## AIM OF THE TASK
Could you repeat the whole listing below exactly, omitting any picture it holds?

## SUPPLIED RECORDS
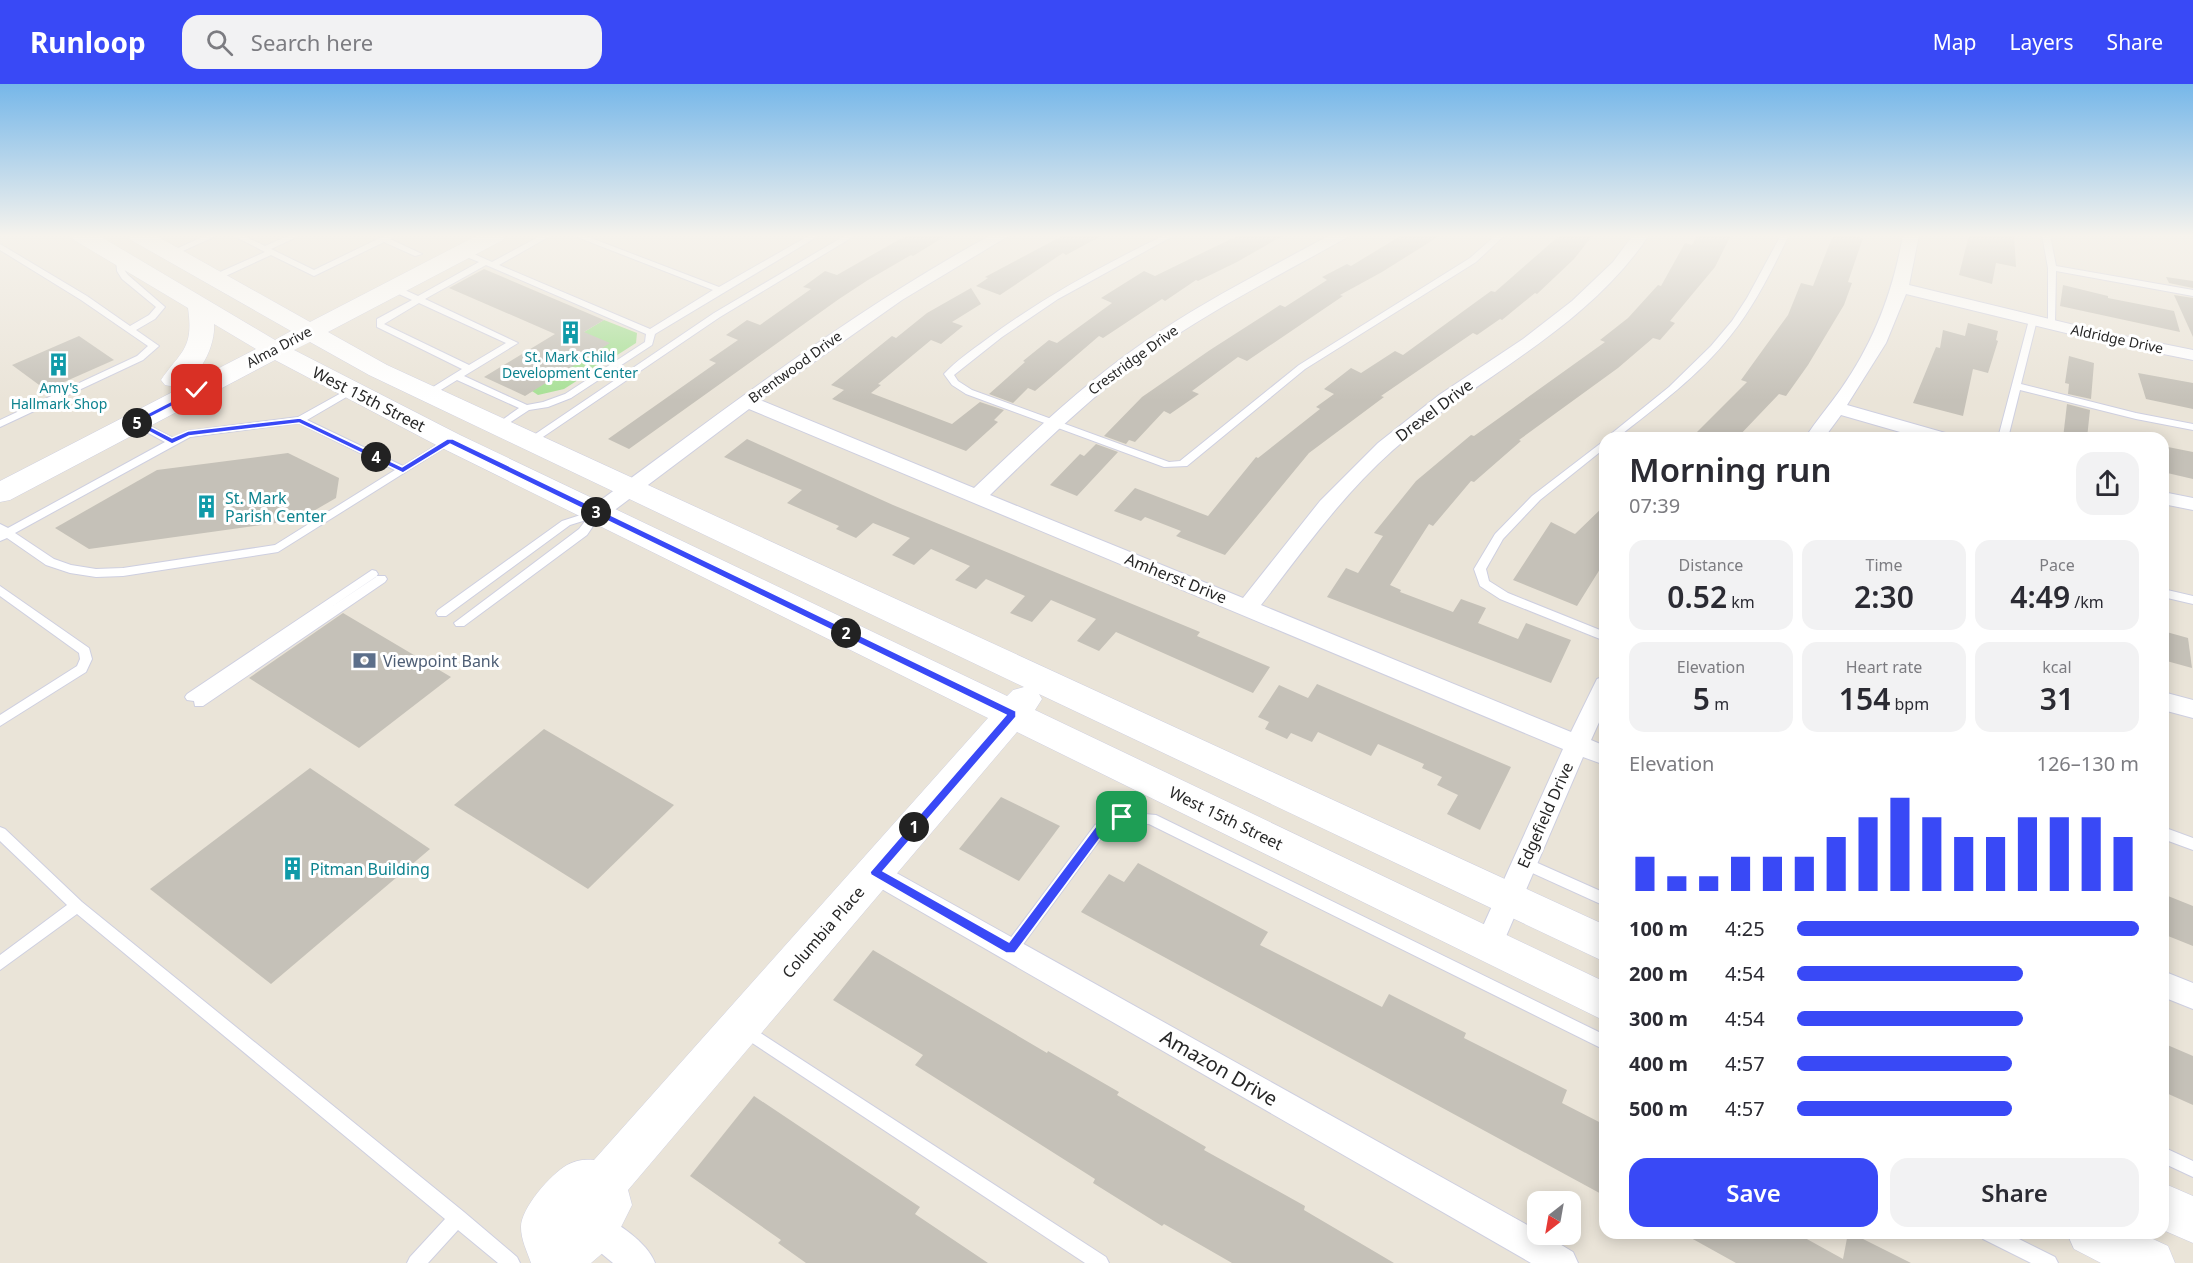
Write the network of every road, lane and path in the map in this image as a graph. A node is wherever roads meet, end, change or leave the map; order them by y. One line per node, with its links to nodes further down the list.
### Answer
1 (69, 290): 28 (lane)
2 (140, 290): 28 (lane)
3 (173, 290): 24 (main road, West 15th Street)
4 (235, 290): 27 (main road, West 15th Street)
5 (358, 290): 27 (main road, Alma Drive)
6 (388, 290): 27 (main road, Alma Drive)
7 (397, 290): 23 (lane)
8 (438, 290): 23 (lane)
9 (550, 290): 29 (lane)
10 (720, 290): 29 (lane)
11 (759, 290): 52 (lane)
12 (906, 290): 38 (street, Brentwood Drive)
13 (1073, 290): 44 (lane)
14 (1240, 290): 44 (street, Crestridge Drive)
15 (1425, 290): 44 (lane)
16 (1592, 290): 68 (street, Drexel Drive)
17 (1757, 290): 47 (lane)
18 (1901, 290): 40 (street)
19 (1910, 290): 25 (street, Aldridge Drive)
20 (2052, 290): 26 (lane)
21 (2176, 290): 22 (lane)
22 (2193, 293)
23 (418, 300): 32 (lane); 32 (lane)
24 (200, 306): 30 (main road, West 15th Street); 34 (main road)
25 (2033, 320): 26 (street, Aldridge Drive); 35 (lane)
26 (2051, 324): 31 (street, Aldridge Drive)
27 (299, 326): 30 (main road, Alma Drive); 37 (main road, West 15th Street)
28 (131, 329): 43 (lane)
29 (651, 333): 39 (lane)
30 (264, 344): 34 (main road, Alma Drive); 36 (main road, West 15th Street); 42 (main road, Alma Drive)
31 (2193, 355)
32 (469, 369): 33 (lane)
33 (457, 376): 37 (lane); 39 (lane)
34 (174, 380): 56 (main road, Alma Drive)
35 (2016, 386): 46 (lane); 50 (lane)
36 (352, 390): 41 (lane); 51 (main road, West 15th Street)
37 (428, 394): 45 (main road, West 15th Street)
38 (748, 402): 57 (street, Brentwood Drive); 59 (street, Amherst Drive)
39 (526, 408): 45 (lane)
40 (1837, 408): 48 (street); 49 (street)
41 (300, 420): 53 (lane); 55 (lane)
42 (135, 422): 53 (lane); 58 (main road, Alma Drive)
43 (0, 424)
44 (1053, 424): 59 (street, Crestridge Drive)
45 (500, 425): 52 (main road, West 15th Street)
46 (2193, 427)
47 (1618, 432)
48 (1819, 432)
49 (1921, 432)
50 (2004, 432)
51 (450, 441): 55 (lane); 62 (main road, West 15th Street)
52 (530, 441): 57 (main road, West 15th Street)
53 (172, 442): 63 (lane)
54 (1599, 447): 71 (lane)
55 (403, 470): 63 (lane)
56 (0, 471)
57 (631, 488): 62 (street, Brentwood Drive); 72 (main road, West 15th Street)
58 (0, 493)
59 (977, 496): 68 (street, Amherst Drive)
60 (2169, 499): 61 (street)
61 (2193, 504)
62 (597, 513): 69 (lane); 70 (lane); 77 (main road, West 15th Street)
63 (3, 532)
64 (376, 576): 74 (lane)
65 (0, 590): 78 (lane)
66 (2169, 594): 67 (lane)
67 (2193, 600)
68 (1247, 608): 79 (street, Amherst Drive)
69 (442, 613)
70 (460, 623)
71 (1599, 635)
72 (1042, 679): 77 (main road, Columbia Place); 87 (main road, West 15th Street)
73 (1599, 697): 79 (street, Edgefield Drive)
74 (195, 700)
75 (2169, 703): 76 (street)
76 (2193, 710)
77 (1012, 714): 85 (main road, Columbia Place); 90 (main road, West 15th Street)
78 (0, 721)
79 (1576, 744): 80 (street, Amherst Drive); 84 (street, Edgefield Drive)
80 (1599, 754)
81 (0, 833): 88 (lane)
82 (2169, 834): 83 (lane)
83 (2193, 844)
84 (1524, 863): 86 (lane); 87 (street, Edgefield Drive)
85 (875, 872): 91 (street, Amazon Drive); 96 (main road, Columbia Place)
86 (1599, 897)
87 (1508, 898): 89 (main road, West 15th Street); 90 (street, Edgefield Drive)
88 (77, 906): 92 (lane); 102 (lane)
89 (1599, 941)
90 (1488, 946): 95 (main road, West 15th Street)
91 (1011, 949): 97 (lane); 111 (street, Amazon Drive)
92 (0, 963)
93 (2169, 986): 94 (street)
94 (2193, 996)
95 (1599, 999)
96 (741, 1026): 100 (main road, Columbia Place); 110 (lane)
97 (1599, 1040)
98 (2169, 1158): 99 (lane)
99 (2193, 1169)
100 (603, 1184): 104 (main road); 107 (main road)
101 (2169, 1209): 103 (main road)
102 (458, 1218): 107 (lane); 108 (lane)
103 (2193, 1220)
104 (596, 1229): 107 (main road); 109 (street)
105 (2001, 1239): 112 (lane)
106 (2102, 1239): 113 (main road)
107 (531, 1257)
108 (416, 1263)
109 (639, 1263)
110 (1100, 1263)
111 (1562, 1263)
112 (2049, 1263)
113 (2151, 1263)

## COMPLETED EXERCISE
Write the network of every road, lane and path in the map in this image as a graph. A node is wherever roads meet, end, change or leave the map; order them by y. One line per node, with its links to nodes further down the list.
### Answer
1 (69, 290): 28 (lane)
2 (140, 290): 28 (lane)
3 (173, 290): 24 (main road, West 15th Street)
4 (235, 290): 27 (main road, West 15th Street)
5 (358, 290): 27 (main road, Alma Drive)
6 (388, 290): 27 (main road, Alma Drive)
7 (397, 290): 23 (lane)
8 (438, 290): 23 (lane)
9 (550, 290): 29 (lane)
10 (720, 290): 29 (lane)
11 (759, 290): 52 (lane)
12 (906, 290): 38 (street, Brentwood Drive)
13 (1073, 290): 44 (lane)
14 (1240, 290): 44 (street, Crestridge Drive)
15 (1425, 290): 44 (lane)
16 (1592, 290): 68 (street, Drexel Drive)
17 (1757, 290): 47 (lane)
18 (1901, 290): 40 (street)
19 (1910, 290): 25 (street, Aldridge Drive)
20 (2052, 290): 26 (lane)
21 (2176, 290): 22 (lane)
22 (2193, 293)
23 (418, 300): 32 (lane); 32 (lane)
24 (200, 306): 30 (main road, West 15th Street); 34 (main road)
25 (2033, 320): 26 (street, Aldridge Drive); 35 (lane)
26 (2051, 324): 31 (street, Aldridge Drive)
27 (299, 326): 30 (main road, Alma Drive); 37 (main road, West 15th Street)
28 (131, 329): 43 (lane)
29 (651, 333): 39 (lane)
30 (264, 344): 34 (main road, Alma Drive); 36 (main road, West 15th Street); 42 (main road, Alma Drive)
31 (2193, 355)
32 (469, 369): 33 (lane)
33 (457, 376): 37 (lane); 39 (lane)
34 (174, 380): 56 (main road, Alma Drive)
35 (2016, 386): 46 (lane); 50 (lane)
36 (352, 390): 41 (lane); 51 (main road, West 15th Street)
37 (428, 394): 45 (main road, West 15th Street)
38 (748, 402): 57 (street, Brentwood Drive); 59 (street, Amherst Drive)
39 (526, 408): 45 (lane)
40 (1837, 408): 48 (street); 49 (street)
41 (300, 420): 53 (lane); 55 (lane)
42 (135, 422): 53 (lane); 58 (main road, Alma Drive)
43 (0, 424)
44 (1053, 424): 59 (street, Crestridge Drive)
45 (500, 425): 52 (main road, West 15th Street)
46 (2193, 427)
47 (1618, 432)
48 (1819, 432)
49 (1921, 432)
50 (2004, 432)
51 (450, 441): 55 (lane); 62 (main road, West 15th Street)
52 (530, 441): 57 (main road, West 15th Street)
53 (172, 442): 63 (lane)
54 (1599, 447): 71 (lane)
55 (403, 470): 63 (lane)
56 (0, 471)
57 (631, 488): 62 (street, Brentwood Drive); 72 (main road, West 15th Street)
58 (0, 493)
59 (977, 496): 68 (street, Amherst Drive)
60 (2169, 499): 61 (street)
61 (2193, 504)
62 (597, 513): 69 (lane); 70 (lane); 77 (main road, West 15th Street)
63 (3, 532)
64 (376, 576): 74 (lane)
65 (0, 590): 78 (lane)
66 (2169, 594): 67 (lane)
67 (2193, 600)
68 (1247, 608): 79 (street, Amherst Drive)
69 (442, 613)
70 (460, 623)
71 (1599, 635)
72 (1042, 679): 77 (main road, Columbia Place); 87 (main road, West 15th Street)
73 (1599, 697): 79 (street, Edgefield Drive)
74 (195, 700)
75 (2169, 703): 76 (street)
76 (2193, 710)
77 (1012, 714): 85 (main road, Columbia Place); 90 (main road, West 15th Street)
78 (0, 721)
79 (1576, 744): 80 (street, Amherst Drive); 84 (street, Edgefield Drive)
80 (1599, 754)
81 (0, 833): 88 (lane)
82 (2169, 834): 83 (lane)
83 (2193, 844)
84 (1524, 863): 86 (lane); 87 (street, Edgefield Drive)
85 (875, 872): 91 (street, Amazon Drive); 96 (main road, Columbia Place)
86 (1599, 897)
87 (1508, 898): 89 (main road, West 15th Street); 90 (street, Edgefield Drive)
88 (77, 906): 92 (lane); 102 (lane)
89 (1599, 941)
90 (1488, 946): 95 (main road, West 15th Street)
91 (1011, 949): 97 (lane); 111 (street, Amazon Drive)
92 (0, 963)
93 (2169, 986): 94 (street)
94 (2193, 996)
95 (1599, 999)
96 (741, 1026): 100 (main road, Columbia Place); 110 (lane)
97 (1599, 1040)
98 (2169, 1158): 99 (lane)
99 (2193, 1169)
100 (603, 1184): 104 (main road); 107 (main road)
101 (2169, 1209): 103 (main road)
102 (458, 1218): 107 (lane); 108 (lane)
103 (2193, 1220)
104 (596, 1229): 107 (main road); 109 (street)
105 (2001, 1239): 112 (lane)
106 (2102, 1239): 113 (main road)
107 (531, 1257)
108 (416, 1263)
109 (639, 1263)
110 (1100, 1263)
111 (1562, 1263)
112 (2049, 1263)
113 (2151, 1263)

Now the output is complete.